* [Exercise details] Go through the entries below and copy every line that holds the word "Drive".

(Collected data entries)
====================

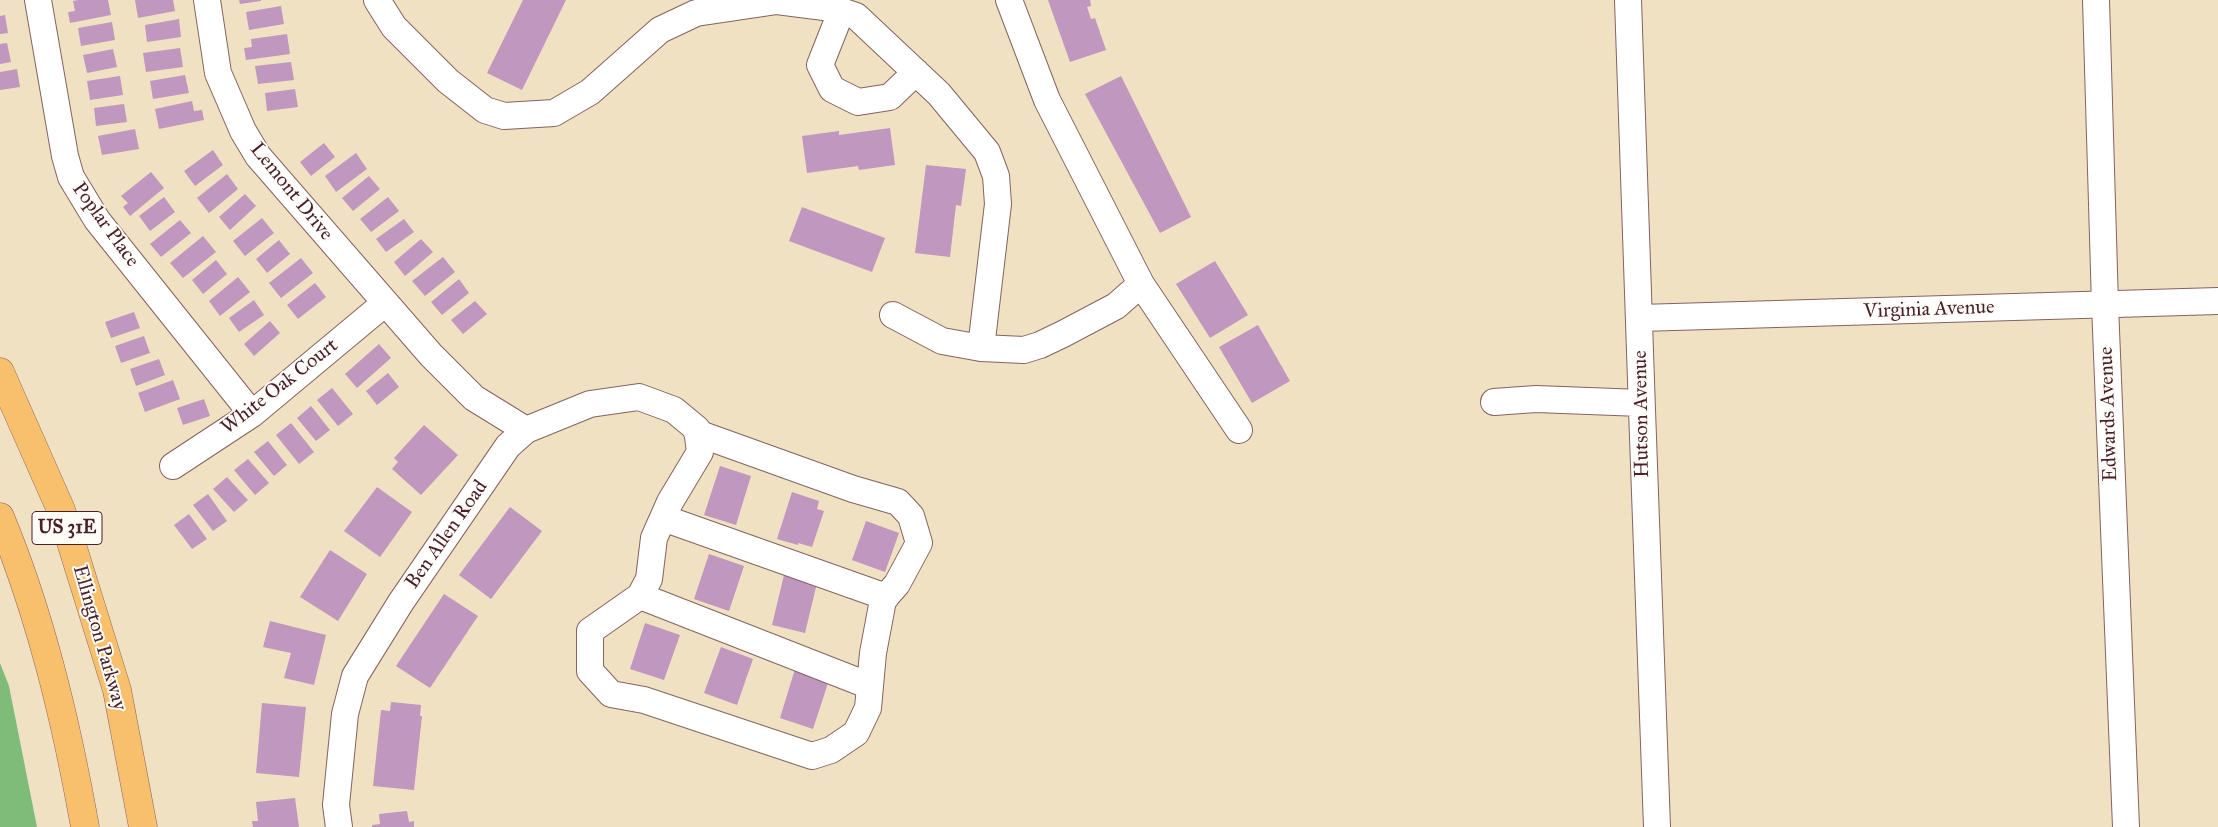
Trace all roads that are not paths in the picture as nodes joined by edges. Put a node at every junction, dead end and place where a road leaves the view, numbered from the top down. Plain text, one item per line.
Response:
1 (38, 0) edge
2 (207, 0) edge
3 (377, 0) edge
4 (1009, 0) edge
5 (1628, 0) edge
6 (2096, 0) edge
7 (841, 12) junction
8 (916, 72) junction
9 (1141, 284) junction
10 (2218, 301) edge
11 (384, 304) junction
12 (2105, 305) junction
13 (893, 315) dead end
14 (1640, 318) junction
15 (981, 348) junction
16 (0, 372) edge
17 (1494, 402) dead end
18 (1641, 403) junction
19 (252, 414) junction
20 (526, 430) junction
21 (1238, 430) dead end
22 (697, 432) junction
23 (173, 466) dead end
24 (0, 517) edge
25 (663, 518) junction
26 (640, 596) junction
27 (886, 597) junction
28 (870, 686) junction
29 (85, 827) edge
30 (143, 827) edge
31 (340, 827) edge
32 (1657, 827) edge
33 (2126, 827) edge

1 - 19 street, Poplar Place
2 - 11 street, Lemont Drive
3 - 7 street
4 - 9 street
5 - 14 street, Hutson Avenue
6 - 12 street, Edwards Avenue
7 - 8 street
7 - 8 street
8 - 15 street
9 - 15 street
9 - 21 street
10 - 12 street, Virginia Avenue
11 - 19 street, White Oak Court
11 - 20 street, Lemont Drive
12 - 14 street, Virginia Avenue
12 - 33 street, Edwards Avenue
13 - 15 street
14 - 18 street, Hutson Avenue
16 - 30 highway, Ellington Parkway / US 31E
17 - 18 street
18 - 32 street, Hutson Avenue
19 - 23 street, White Oak Court
20 - 22 street, Ben Allen Road
20 - 31 street, Ben Allen Road
22 - 25 street
22 - 27 street
24 - 29 highway, US 31E
25 - 26 street
25 - 27 street
26 - 28 street
26 - 28 street
27 - 28 street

====================

* [Reply to the exercise]
2 - 11 street, Lemont Drive
11 - 20 street, Lemont Drive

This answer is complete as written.